- Wed Mar 30, 2016 4:13 am
#44505
Oldbod wrote:Hi. I'm looking at temperature reporting, and need to run some units battery powered. One alternative is just to use commercial Oregon Scientific units, which just bash some values every 40 secs or so out on 433mhz . The batteries on these last quite a long time,possibly because they transmit on lower power but also because the transmit sequence is short (no handshaking).
I have seen somewhere that it takes the esp8266 a while to wake up and transmit a value, possibly partly to dowith reestablishing communication with the receiving AP after a sleep.
So - I'm wondering If power consumption might be lower if rather than a complete deep sleep (which from reading the spec for 8266basic and the spec for the chip Im assuming is the standard deep sleep/reboot) followed by restart and reestablishing a link, it might be lighter on power to keep the link alive.
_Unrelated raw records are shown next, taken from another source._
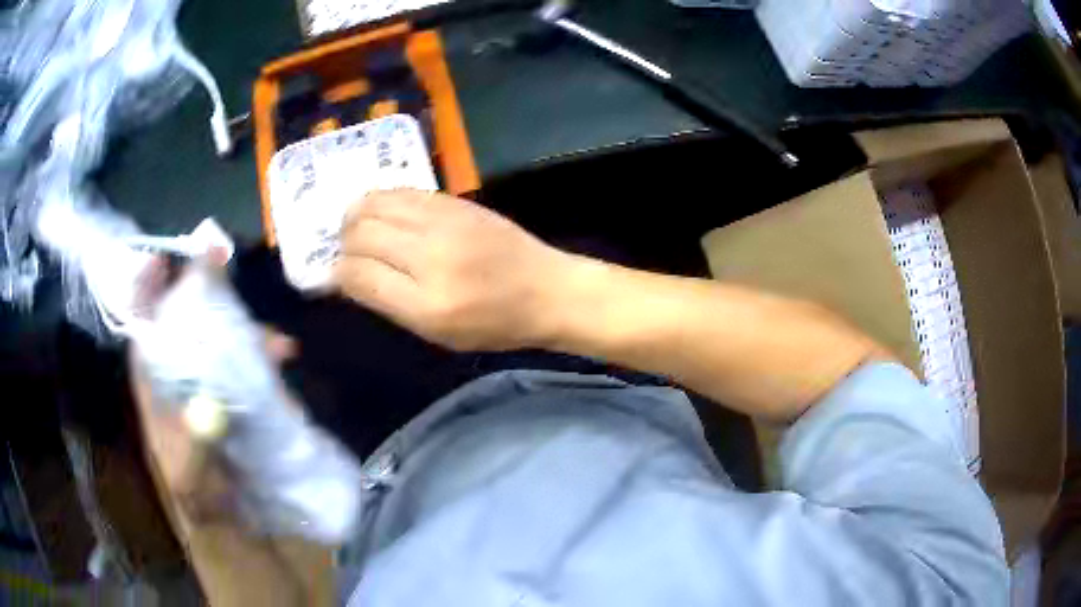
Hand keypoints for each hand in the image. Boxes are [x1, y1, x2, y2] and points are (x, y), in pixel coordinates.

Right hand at [332, 189, 573, 350]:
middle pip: (361, 233)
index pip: (358, 275)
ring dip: (355, 215)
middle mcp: (431, 256)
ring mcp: (444, 222)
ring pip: (376, 204)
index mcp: (426, 303)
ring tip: (356, 228)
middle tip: (346, 251)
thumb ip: (388, 302)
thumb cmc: (493, 324)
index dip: (337, 273)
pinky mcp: (455, 201)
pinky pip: (402, 191)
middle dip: (343, 243)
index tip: (335, 275)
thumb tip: (346, 275)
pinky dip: (381, 201)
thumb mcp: (437, 332)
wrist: (546, 289)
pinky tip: (381, 213)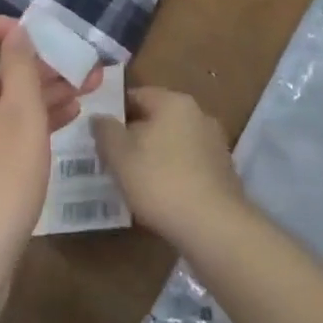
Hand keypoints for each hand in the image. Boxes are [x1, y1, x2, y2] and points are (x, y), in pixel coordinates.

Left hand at [0, 17, 99, 288]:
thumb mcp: (21, 115)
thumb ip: (21, 68)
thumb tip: (16, 32)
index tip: (29, 36)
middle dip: (37, 61)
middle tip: (80, 64)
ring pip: (4, 100)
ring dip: (44, 90)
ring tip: (90, 88)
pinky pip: (5, 129)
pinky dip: (34, 120)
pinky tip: (70, 119)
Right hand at [92, 88, 244, 246]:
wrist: (214, 226)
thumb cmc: (161, 182)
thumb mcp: (120, 156)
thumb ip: (105, 131)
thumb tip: (99, 117)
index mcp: (173, 101)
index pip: (137, 95)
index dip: (115, 112)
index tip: (100, 134)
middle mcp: (198, 113)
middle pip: (157, 118)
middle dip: (136, 135)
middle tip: (114, 158)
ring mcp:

Problem I have is twofold - firstly I have no facts to support this nor knowledge of the protocol that keeps the 8266 - ap link current, and secondly I don't know how/if basic supports the lighter sleep modes. I'm also wondering if basic uses the 512bytes of user rtc ram for its own purposes? Eg variable/chaining info.
Or if im barking up completely the wrong tree?
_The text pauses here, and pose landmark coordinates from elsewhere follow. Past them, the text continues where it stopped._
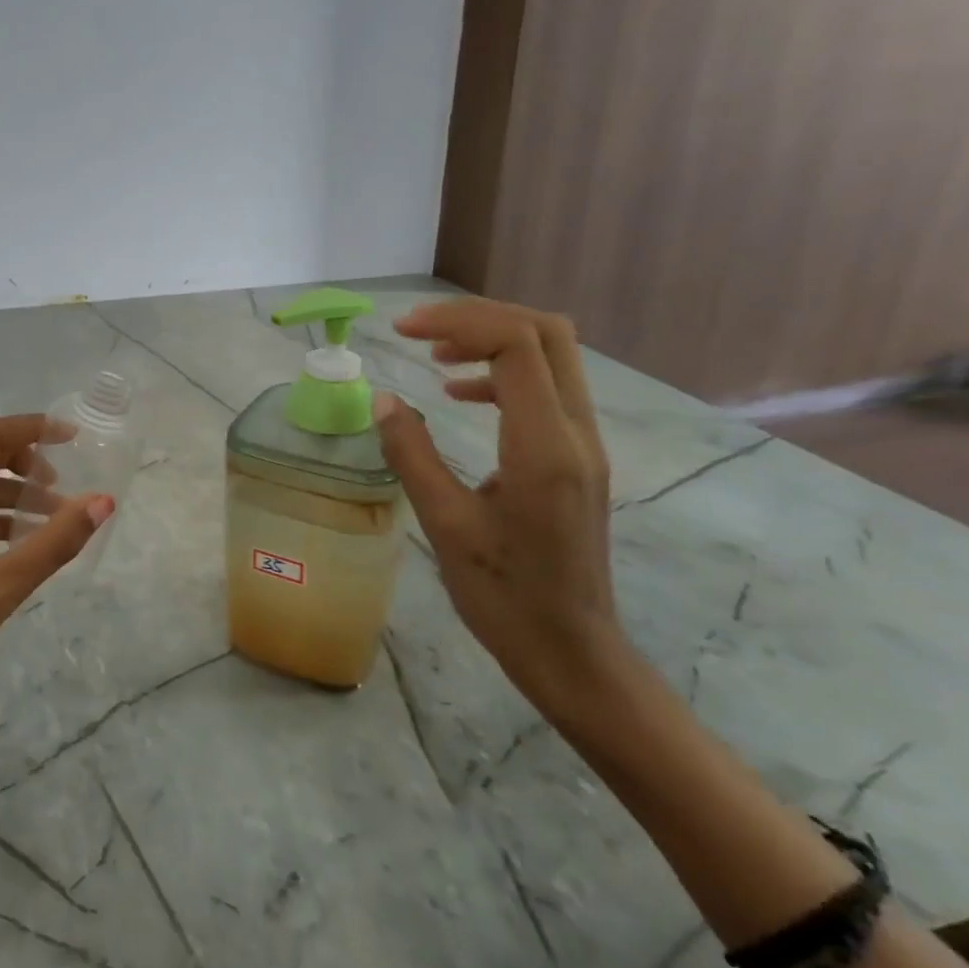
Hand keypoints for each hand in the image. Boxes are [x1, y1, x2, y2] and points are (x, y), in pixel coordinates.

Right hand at [371, 299, 623, 714]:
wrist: (571, 650)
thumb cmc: (503, 596)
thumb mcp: (445, 525)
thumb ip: (412, 455)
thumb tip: (384, 400)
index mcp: (543, 447)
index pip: (516, 345)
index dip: (459, 321)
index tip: (403, 331)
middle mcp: (575, 433)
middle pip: (545, 333)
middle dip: (478, 318)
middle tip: (418, 331)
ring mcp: (584, 444)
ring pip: (551, 356)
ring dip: (492, 340)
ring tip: (433, 354)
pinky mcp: (578, 458)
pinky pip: (546, 389)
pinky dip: (501, 373)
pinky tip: (459, 396)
Btw - came across another version of basic for 8266 the other day, based on a mature product tree. This one is many streets(probably cities!) ahead in terms of ease of use. Great achievement!
The meaning of "connection" varies alot.
Connection on the Network/Transport layers is very different from Application layers. (You might wanna check OSI standarization before continuing reading).
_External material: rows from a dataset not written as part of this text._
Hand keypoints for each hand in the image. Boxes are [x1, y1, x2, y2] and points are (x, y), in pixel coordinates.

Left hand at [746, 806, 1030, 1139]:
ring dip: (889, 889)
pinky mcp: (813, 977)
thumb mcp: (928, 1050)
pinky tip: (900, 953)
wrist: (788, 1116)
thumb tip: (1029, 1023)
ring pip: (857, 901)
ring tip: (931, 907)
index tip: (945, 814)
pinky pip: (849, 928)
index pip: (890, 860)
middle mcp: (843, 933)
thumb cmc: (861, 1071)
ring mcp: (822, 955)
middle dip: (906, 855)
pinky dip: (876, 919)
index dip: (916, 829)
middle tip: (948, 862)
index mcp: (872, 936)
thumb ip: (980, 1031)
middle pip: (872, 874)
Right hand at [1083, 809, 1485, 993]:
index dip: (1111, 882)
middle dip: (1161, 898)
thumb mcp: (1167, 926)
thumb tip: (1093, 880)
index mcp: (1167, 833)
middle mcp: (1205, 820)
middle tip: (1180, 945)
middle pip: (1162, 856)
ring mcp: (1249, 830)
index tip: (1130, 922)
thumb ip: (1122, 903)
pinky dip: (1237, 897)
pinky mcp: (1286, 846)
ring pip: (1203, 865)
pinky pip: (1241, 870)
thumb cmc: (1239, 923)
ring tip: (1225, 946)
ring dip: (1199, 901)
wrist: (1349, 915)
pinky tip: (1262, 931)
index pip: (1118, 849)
Connection on Network/Transport layers requires what we call a "heartbeat", or "keepalive". If two machines want to keep connection, they must send a signal before the keepalive time. For example, if machine A doesn't send a signal in 2 seconds, machine A is considered disconnected.
Connection on Application layer is a whole other thing. The easiest example to give would be sessions on Facebook. If you've read about MQTT, it would be the persistent session option.
Anyway, what you could do is :
- Using a static IP instead of DHCP : DHCP being the protocol used by the AP to give an IP adress to each connected machine. A machine with a static IP wouldn't require DHCP.
- Keeping your AP open (with no password, nor encryption) : Now we're talking about WEP, WPA stuff ... Using such protection is not only about having a password so to connect; all data keeps being encrypted before sending.
- Keeping visibility between AP and the chip
- Avoiding the use of mobile phones as AP : sure it would work using it as an AP but a mobile phone is not as fast as a router.
Applying all of these might make you gain up to 2 seconds.
You could reduce the duty time (I call it this way :p the time while the chip is waken-up) by managing delays in your program. Try installing some sort of pseudo-threading. By using pseudo-threading, I succeeded in bringing the duty time from 22 seconds down to 9 seconds.
I hope that helped, and please, if I made any mistakes, lemme know.